TASK STATEMENT:
Reproduce the data that follows precisely.

DATASET ENTRIES:
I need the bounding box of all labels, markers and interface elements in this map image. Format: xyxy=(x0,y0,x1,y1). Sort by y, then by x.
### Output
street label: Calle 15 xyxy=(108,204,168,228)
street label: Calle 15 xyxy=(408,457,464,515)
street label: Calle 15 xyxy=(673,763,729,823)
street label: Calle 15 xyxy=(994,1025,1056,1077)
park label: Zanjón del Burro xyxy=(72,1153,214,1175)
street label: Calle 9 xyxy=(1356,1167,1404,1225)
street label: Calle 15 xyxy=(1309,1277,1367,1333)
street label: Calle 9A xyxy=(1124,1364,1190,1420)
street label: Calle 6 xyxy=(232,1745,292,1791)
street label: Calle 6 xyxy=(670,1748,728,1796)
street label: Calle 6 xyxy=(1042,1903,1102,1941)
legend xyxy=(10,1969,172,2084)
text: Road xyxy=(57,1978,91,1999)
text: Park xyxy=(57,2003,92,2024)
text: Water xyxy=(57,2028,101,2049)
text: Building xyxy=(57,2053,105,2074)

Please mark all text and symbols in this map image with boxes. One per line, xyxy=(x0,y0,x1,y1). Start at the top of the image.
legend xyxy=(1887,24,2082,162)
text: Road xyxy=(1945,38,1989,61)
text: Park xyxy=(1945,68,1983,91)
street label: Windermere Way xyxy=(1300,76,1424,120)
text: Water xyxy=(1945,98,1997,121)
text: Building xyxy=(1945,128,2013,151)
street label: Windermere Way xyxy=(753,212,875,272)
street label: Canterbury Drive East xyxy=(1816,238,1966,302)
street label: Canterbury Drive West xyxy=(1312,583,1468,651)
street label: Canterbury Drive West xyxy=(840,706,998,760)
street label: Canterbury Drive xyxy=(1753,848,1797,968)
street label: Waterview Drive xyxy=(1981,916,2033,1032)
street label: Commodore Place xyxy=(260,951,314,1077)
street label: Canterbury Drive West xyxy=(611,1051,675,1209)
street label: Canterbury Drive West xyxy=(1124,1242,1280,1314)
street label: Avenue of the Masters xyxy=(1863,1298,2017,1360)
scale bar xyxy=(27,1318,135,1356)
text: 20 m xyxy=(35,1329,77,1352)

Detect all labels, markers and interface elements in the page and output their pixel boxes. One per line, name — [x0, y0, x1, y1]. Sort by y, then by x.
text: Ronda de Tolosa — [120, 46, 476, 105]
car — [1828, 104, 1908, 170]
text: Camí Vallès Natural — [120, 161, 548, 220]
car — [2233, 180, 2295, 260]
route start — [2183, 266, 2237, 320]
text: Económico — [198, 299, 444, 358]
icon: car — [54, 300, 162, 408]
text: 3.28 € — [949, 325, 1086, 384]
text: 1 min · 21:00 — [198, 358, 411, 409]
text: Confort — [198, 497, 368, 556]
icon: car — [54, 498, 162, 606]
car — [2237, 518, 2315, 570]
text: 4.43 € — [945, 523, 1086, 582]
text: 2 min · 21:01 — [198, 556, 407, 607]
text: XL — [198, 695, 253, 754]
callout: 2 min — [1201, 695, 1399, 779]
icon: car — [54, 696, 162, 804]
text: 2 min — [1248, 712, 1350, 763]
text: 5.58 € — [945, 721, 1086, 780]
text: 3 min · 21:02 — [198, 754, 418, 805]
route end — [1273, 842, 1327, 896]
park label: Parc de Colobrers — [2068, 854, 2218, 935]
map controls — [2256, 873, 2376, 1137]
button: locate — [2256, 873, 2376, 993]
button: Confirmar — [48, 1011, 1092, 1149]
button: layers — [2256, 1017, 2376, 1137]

YOUR SOLUTION:
I need the bounding box of all labels, markers and interface elements in this map image. Format: xyxy=(x0,y0,x1,y1). Sort by y, then by x.
### Output
street label: Calle 15 xyxy=(108,204,168,228)
street label: Calle 15 xyxy=(408,457,464,515)
street label: Calle 15 xyxy=(673,763,729,823)
street label: Calle 15 xyxy=(994,1025,1056,1077)
park label: Zanjón del Burro xyxy=(72,1153,214,1175)
street label: Calle 9 xyxy=(1356,1167,1404,1225)
street label: Calle 15 xyxy=(1309,1277,1367,1333)
street label: Calle 9A xyxy=(1124,1364,1190,1420)
street label: Calle 6 xyxy=(232,1745,292,1791)
street label: Calle 6 xyxy=(670,1748,728,1796)
street label: Calle 6 xyxy=(1042,1903,1102,1941)
legend xyxy=(10,1969,172,2084)
text: Road xyxy=(57,1978,91,1999)
text: Park xyxy=(57,2003,92,2024)
text: Water xyxy=(57,2028,101,2049)
text: Building xyxy=(57,2053,105,2074)

Please mark all text and symbols in this map image with boxes. One per line, xyxy=(x0,y0,x1,y1). Start at the top of the image.
legend xyxy=(1887,24,2082,162)
text: Road xyxy=(1945,38,1989,61)
text: Park xyxy=(1945,68,1983,91)
street label: Windermere Way xyxy=(1300,76,1424,120)
text: Water xyxy=(1945,98,1997,121)
text: Building xyxy=(1945,128,2013,151)
street label: Windermere Way xyxy=(753,212,875,272)
street label: Canterbury Drive East xyxy=(1816,238,1966,302)
street label: Canterbury Drive West xyxy=(1312,583,1468,651)
street label: Canterbury Drive West xyxy=(840,706,998,760)
street label: Canterbury Drive xyxy=(1753,848,1797,968)
street label: Waterview Drive xyxy=(1981,916,2033,1032)
street label: Commodore Place xyxy=(260,951,314,1077)
street label: Canterbury Drive West xyxy=(611,1051,675,1209)
street label: Canterbury Drive West xyxy=(1124,1242,1280,1314)
street label: Avenue of the Masters xyxy=(1863,1298,2017,1360)
scale bar xyxy=(27,1318,135,1356)
text: 20 m xyxy=(35,1329,77,1352)

Detect all labels, markers and interface elements in the page and output their pixel boxes. One per line, name — [x0, y0, x1, y1]. Sort by y, then by x.
text: Ronda de Tolosa — [120, 46, 476, 105]
car — [1828, 104, 1908, 170]
text: Camí Vallès Natural — [120, 161, 548, 220]
car — [2233, 180, 2295, 260]
route start — [2183, 266, 2237, 320]
text: Económico — [198, 299, 444, 358]
icon: car — [54, 300, 162, 408]
text: 3.28 € — [949, 325, 1086, 384]
text: 1 min · 21:00 — [198, 358, 411, 409]
text: Confort — [198, 497, 368, 556]
icon: car — [54, 498, 162, 606]
car — [2237, 518, 2315, 570]
text: 4.43 € — [945, 523, 1086, 582]
text: 2 min · 21:01 — [198, 556, 407, 607]
text: XL — [198, 695, 253, 754]
callout: 2 min — [1201, 695, 1399, 779]
icon: car — [54, 696, 162, 804]
text: 2 min — [1248, 712, 1350, 763]
text: 5.58 € — [945, 721, 1086, 780]
text: 3 min · 21:02 — [198, 754, 418, 805]
route end — [1273, 842, 1327, 896]
park label: Parc de Colobrers — [2068, 854, 2218, 935]
map controls — [2256, 873, 2376, 1137]
button: locate — [2256, 873, 2376, 993]
button: Confirmar — [48, 1011, 1092, 1149]
button: layers — [2256, 1017, 2376, 1137]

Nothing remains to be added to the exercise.